Collected data entries
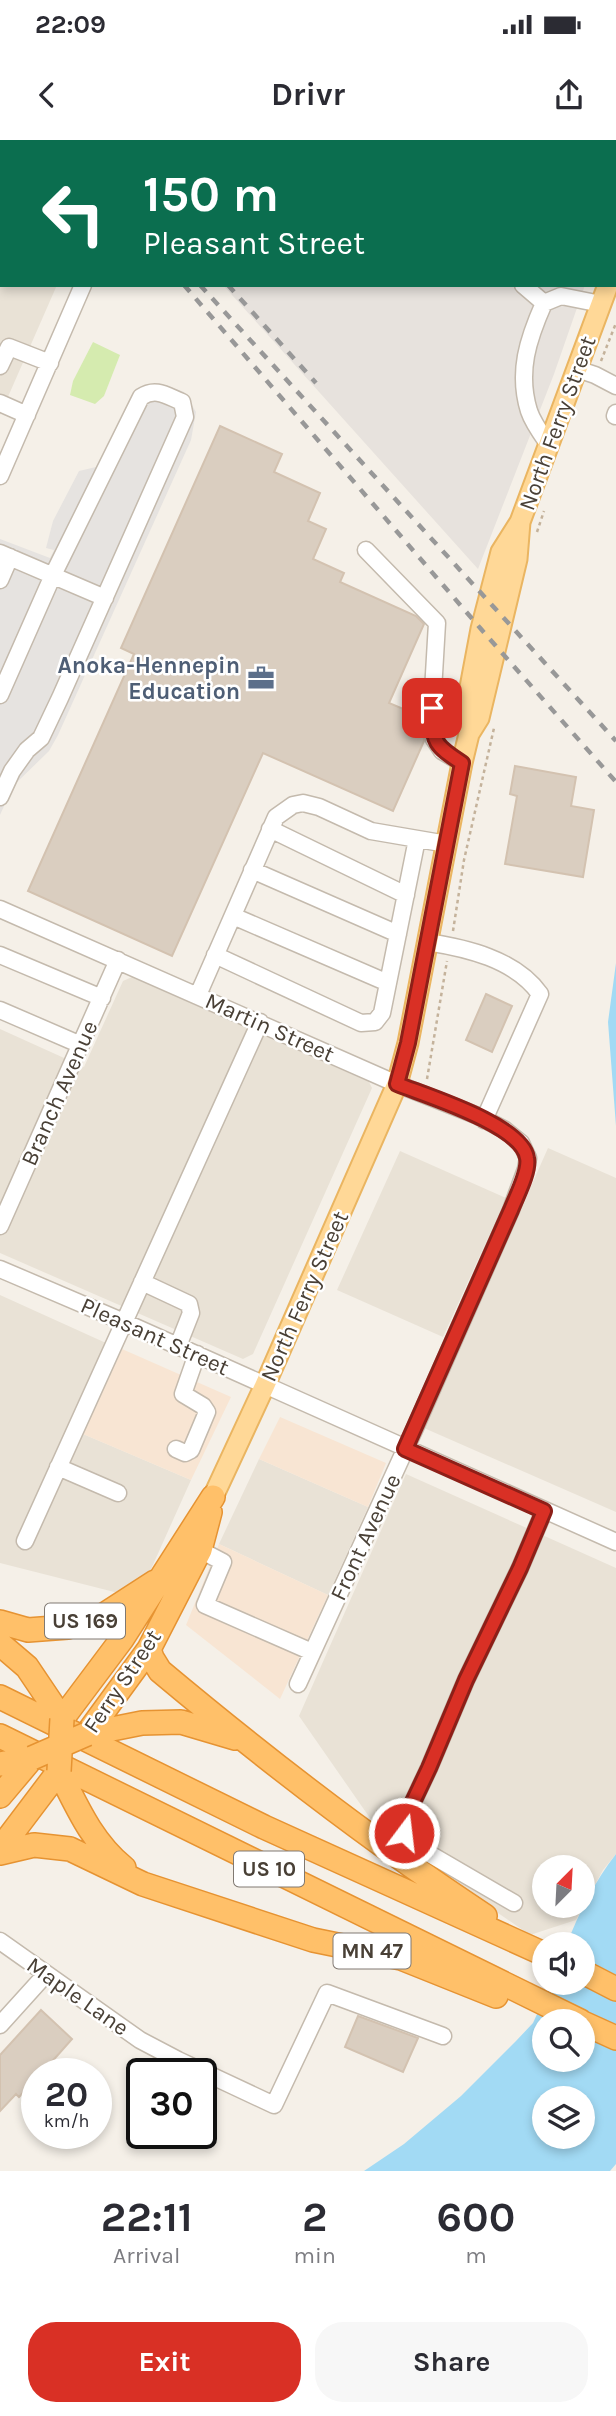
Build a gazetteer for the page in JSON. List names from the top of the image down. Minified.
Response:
{"streets":{"highway":["North Ferry Street","US 169","Ferry Street","US 10","MN 47"],"street":["Martin Street","Branch Avenue","Pleasant Street","Front Avenue","Maple Lane"]},"crossings":[["North Ferry Street","Martin Street"],["North Ferry Street","Pleasant Street"],["North Ferry Street","US 169"],["North Ferry Street","Ferry Street"],["Martin Street","Branch Avenue"],["Martin Street","Front Avenue"],["Pleasant Street","Front Avenue"],["Ferry Street","MN 47"],["US 10","MN 47"]],"places":{"office":["Anoka-Hennepin Education"]},"north":"top right","page":{"status":"22:09","header":"Drivr","turn":["150 m","Pleasant Street"],"speed":"20 km/h","limit":"30","eta":["22:11","Arrival","2","min","600","m"],"buttons":["Exit","Share"]}}
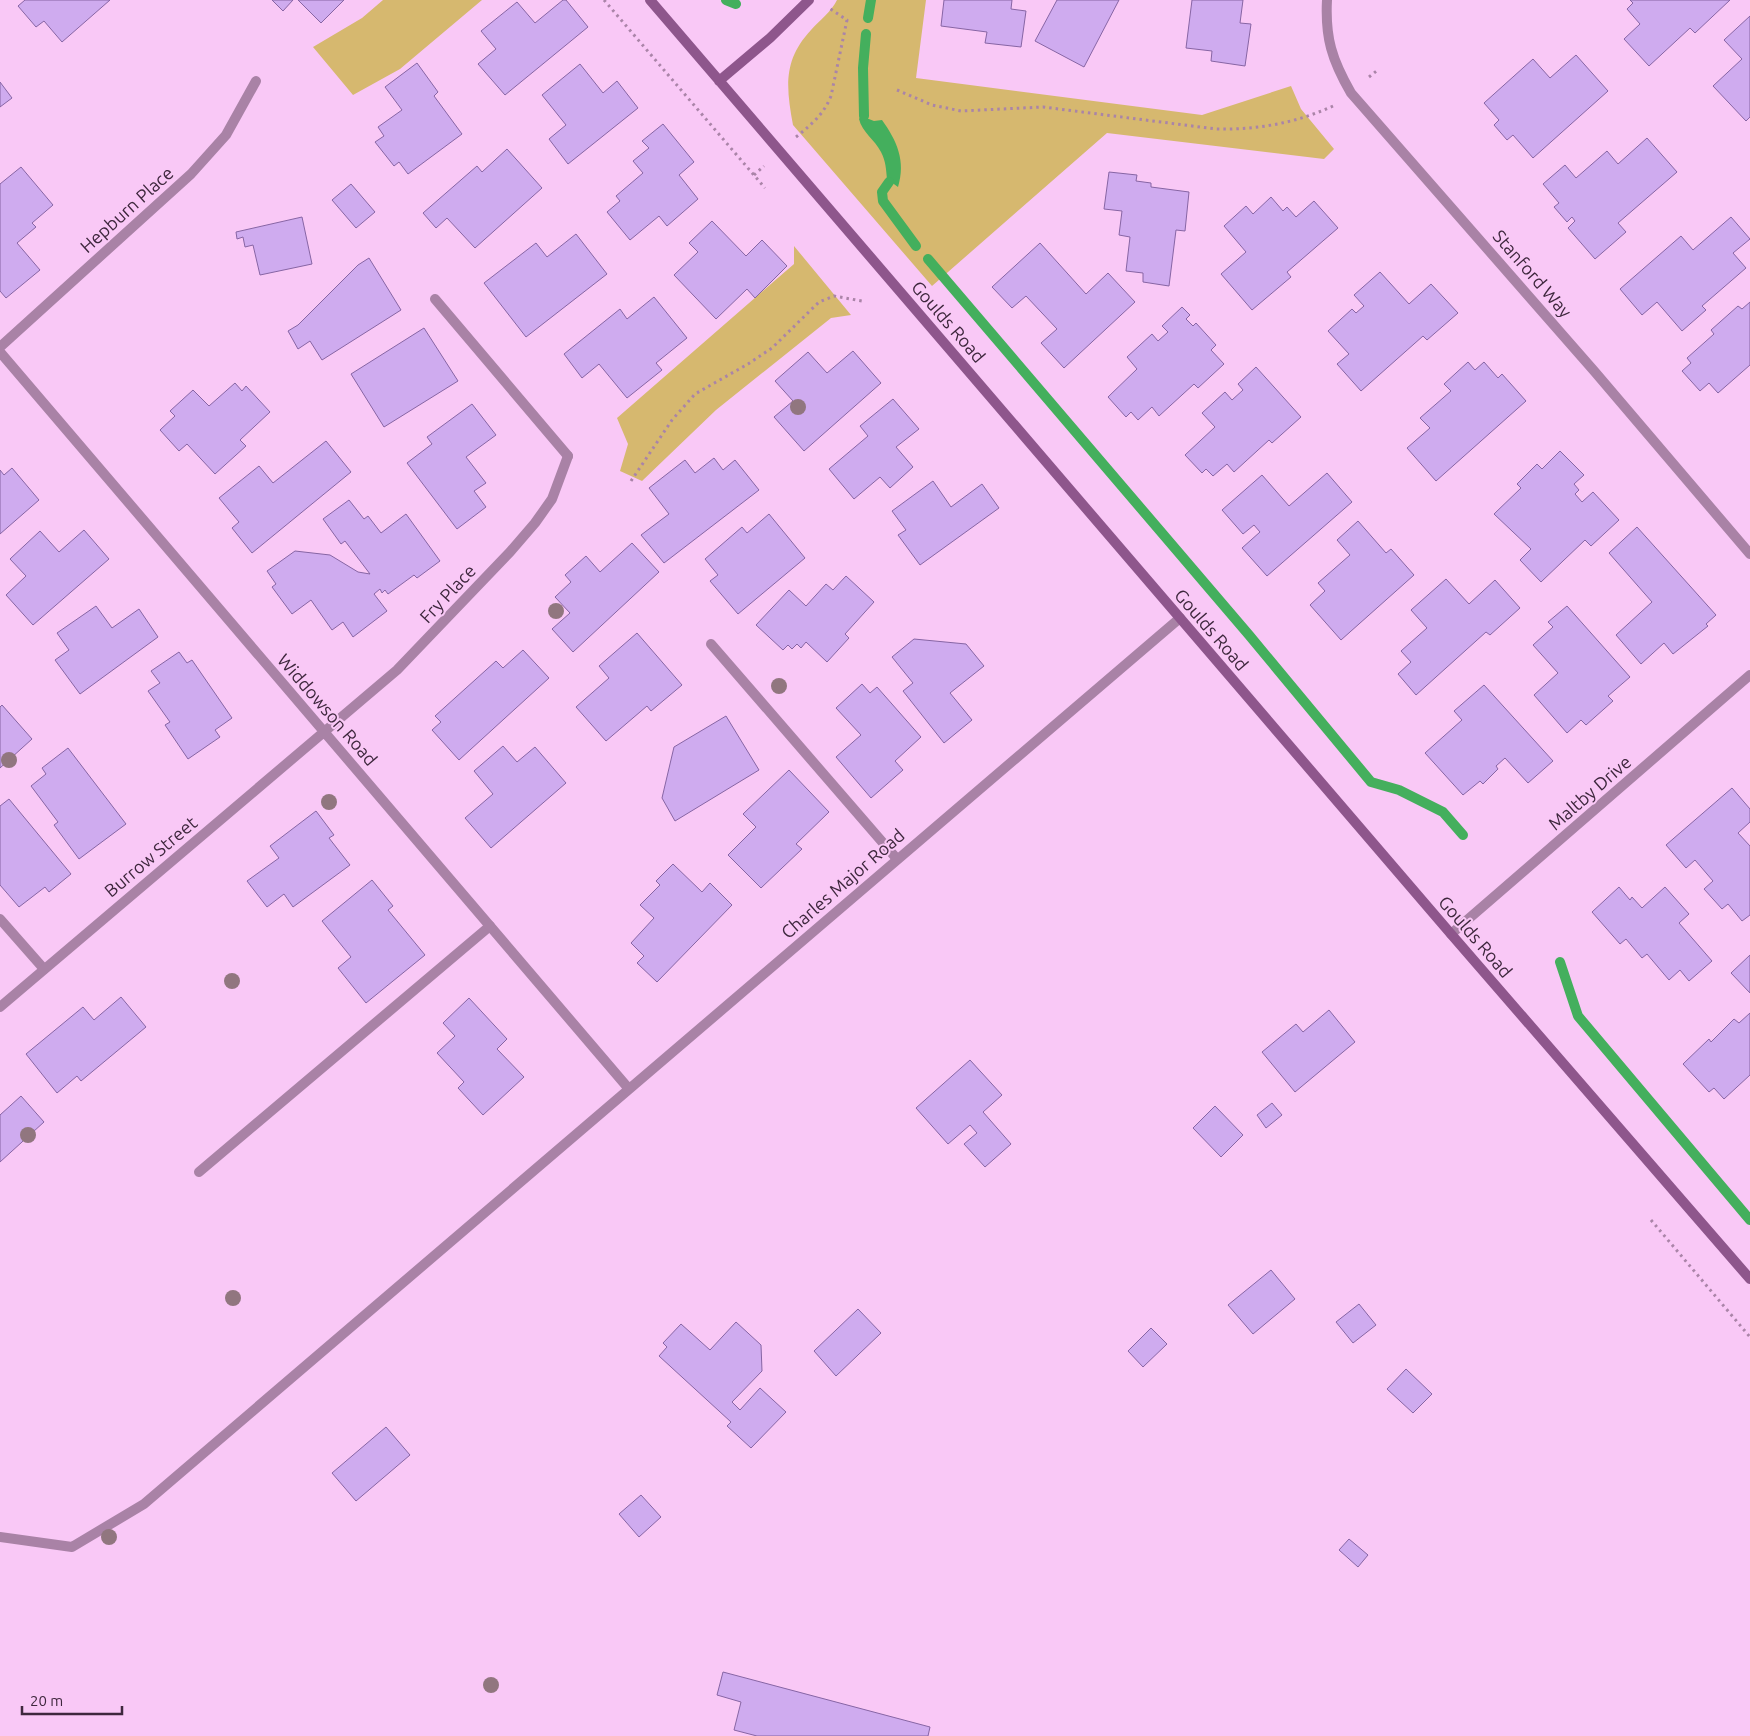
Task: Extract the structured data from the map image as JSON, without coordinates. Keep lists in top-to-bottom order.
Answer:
{
  "streets": {
    "main road": ["Goulds Road"],
    "street": [
      "Hepburn Place",
      "Stanford Way",
      "Fry Place",
      "Widdowson Road",
      "Maltby Drive",
      "Burrow Street",
      "Charles Major Road"
    ]
  },
  "crossings": [
    ["Goulds Road", "Maltby Drive"],
    ["Goulds Road", "Charles Major Road"],
    ["Fry Place", "Widdowson Road"],
    ["Fry Place", "Burrow Street"],
    ["Widdowson Road", "Burrow Street"],
    ["Widdowson Road", "Charles Major Road"]
  ],
  "scale_bar": "20 m"
}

WHAT YOU ARE ASKED TO DO:
Look through the entries for the string "from". Every line that has it belongs in the answer.

OUTPUT:
Build a gazetteer for the page in JSON. List names from the top of the image down. Minified.
Task: Extract the structured data from the map image as JSON, without coordinates. Keep lists in top-to-bottom order.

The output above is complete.